This function creates augmented data for both training and validation datasets by duplicating observations and applying a specified shift (delta) to the exposure variable. The function is useful for implementing stochastic interventions in causal inference studies.

create_augmented_data(at, av, delta, var, covars)

Arguments

at

Data frame containing the training data.

av

Data frame containing the validation data.

delta

Numeric value specifying the shift to be applied to the exposure variable.

var

Character string specifying the name of the exposure variable to be shifted.

covars

Character vector specifying the names of the covariate columns in the data frames.

Value

A list containing two elements: at_dup and av_dup, which are the augmented training and validation data frames, respectively.

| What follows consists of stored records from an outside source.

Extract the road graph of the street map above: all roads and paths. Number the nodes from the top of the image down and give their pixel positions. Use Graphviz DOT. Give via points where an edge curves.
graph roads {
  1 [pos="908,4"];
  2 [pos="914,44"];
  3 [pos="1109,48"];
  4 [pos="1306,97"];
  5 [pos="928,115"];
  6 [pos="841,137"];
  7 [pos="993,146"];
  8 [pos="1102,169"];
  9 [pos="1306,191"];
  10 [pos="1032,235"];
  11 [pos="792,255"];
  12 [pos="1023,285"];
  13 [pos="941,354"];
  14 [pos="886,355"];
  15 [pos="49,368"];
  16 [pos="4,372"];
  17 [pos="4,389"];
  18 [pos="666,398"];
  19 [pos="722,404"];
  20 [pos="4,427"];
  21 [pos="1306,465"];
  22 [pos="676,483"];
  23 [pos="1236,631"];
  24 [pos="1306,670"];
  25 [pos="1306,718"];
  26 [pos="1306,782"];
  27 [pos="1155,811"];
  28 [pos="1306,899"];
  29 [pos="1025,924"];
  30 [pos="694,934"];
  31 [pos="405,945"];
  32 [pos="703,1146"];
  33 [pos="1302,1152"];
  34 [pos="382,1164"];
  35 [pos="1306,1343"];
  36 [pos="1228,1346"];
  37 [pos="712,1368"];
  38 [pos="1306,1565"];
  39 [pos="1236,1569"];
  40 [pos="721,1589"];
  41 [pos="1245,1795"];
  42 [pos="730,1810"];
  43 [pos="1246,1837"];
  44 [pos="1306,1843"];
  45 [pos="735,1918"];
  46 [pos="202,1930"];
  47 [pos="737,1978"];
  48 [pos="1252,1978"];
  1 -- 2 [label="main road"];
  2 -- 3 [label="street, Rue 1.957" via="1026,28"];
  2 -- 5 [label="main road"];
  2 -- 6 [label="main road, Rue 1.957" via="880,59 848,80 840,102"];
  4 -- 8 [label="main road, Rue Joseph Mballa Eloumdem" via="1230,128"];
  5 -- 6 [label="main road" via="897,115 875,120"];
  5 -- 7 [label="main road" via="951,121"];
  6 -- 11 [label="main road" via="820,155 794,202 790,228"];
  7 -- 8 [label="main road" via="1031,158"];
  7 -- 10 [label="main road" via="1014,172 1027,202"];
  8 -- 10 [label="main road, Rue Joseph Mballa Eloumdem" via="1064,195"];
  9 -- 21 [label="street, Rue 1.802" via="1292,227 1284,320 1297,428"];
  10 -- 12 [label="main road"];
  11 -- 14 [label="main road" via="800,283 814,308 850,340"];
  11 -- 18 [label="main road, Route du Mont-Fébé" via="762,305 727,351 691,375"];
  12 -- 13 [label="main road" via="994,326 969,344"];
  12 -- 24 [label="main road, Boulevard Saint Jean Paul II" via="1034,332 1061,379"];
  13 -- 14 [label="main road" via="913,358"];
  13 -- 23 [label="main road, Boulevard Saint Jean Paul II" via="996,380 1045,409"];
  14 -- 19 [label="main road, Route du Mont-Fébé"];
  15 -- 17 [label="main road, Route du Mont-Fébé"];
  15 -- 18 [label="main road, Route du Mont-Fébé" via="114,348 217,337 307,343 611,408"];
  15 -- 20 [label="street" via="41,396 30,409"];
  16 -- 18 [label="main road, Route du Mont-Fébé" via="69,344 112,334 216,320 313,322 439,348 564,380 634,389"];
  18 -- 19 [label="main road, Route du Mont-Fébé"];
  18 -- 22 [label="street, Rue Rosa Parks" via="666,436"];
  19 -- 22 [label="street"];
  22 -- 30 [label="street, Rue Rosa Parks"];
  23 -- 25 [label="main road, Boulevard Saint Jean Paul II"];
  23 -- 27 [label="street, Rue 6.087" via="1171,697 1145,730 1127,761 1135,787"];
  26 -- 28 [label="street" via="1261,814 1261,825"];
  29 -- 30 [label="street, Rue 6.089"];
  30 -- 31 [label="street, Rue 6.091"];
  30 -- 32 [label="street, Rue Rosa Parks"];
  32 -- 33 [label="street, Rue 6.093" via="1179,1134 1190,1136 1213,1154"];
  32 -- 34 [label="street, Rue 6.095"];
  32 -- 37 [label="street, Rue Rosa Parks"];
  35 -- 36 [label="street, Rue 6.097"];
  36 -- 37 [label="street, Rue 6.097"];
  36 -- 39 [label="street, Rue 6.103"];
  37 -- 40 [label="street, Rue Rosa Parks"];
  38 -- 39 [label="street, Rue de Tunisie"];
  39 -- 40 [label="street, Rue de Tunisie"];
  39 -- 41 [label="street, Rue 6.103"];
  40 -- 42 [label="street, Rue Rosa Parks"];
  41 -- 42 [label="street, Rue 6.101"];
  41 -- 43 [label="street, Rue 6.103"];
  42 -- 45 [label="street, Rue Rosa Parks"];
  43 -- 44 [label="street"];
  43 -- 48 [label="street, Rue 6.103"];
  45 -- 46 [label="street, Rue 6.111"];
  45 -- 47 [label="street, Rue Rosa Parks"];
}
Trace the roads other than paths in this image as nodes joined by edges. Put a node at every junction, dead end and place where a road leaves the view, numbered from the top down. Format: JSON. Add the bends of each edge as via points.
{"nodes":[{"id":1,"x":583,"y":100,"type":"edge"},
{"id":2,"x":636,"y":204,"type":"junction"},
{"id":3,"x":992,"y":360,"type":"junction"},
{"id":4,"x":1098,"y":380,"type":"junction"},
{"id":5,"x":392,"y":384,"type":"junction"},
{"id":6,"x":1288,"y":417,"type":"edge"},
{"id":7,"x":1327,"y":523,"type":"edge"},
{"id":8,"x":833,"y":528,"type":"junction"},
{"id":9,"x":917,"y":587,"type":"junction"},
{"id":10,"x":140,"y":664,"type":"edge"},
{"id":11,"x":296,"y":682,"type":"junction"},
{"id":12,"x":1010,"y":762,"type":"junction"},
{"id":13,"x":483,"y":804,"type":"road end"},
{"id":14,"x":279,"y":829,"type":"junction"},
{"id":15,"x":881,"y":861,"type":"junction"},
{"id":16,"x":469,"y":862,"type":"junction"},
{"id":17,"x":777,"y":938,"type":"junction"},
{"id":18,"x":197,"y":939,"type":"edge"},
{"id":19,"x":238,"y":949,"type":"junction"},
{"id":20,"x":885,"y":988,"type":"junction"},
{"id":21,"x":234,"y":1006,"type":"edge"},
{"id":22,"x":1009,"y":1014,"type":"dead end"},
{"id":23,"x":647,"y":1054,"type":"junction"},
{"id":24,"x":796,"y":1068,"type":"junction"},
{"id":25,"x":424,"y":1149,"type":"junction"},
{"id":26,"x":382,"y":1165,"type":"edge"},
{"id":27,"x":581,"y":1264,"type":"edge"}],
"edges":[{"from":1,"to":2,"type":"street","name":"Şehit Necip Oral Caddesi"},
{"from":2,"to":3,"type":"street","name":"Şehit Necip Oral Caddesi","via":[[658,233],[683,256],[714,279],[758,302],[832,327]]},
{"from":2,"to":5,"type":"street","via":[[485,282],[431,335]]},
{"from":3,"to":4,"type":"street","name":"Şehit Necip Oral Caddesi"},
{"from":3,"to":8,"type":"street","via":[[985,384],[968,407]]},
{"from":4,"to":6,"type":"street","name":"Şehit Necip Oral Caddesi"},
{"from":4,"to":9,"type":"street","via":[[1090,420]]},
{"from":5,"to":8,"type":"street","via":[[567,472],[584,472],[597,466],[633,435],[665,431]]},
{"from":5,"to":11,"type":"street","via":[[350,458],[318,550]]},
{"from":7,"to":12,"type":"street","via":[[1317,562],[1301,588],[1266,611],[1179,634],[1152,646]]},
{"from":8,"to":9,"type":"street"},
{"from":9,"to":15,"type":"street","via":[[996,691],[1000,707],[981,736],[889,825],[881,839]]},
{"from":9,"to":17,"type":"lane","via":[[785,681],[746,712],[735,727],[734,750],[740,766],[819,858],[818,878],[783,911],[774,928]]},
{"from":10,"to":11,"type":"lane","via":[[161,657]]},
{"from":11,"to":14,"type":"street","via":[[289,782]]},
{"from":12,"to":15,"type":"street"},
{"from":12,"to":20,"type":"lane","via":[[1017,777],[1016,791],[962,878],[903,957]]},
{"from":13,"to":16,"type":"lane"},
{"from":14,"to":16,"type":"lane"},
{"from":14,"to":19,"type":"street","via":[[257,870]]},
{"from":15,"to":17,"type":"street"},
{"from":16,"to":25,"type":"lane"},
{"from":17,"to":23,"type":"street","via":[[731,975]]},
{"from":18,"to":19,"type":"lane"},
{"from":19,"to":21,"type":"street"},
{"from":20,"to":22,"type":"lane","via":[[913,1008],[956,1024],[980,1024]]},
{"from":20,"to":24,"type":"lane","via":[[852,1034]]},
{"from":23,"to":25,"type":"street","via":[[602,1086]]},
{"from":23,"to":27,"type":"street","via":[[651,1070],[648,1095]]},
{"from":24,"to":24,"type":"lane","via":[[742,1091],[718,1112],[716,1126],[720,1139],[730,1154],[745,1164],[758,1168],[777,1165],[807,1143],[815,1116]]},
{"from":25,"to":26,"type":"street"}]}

Each data frame has an additional column intervention

indicating whether the observation is under the original or shifted exposure.

Examples

# Example usage:
training_data <- data.frame(A = rnorm(100), W1 = rbinom(100, 1, 0.5), W2 = rbinom(100, 1, 0.5))
validation_data <- data.frame(A = rnorm(50), W1 = rbinom(50, 1, 0.5), W2 = rbinom(50, 1, 0.5))
delta <- -0.5
exposure_variable <- "A"
covariates <- c("W1", "W2")
result <- create_augmented_data(training_data, validation_data, delta, exposure_variable, covariates)
augmented_training_data <- result$at_dup
augmented_validation_data <- result$av_dup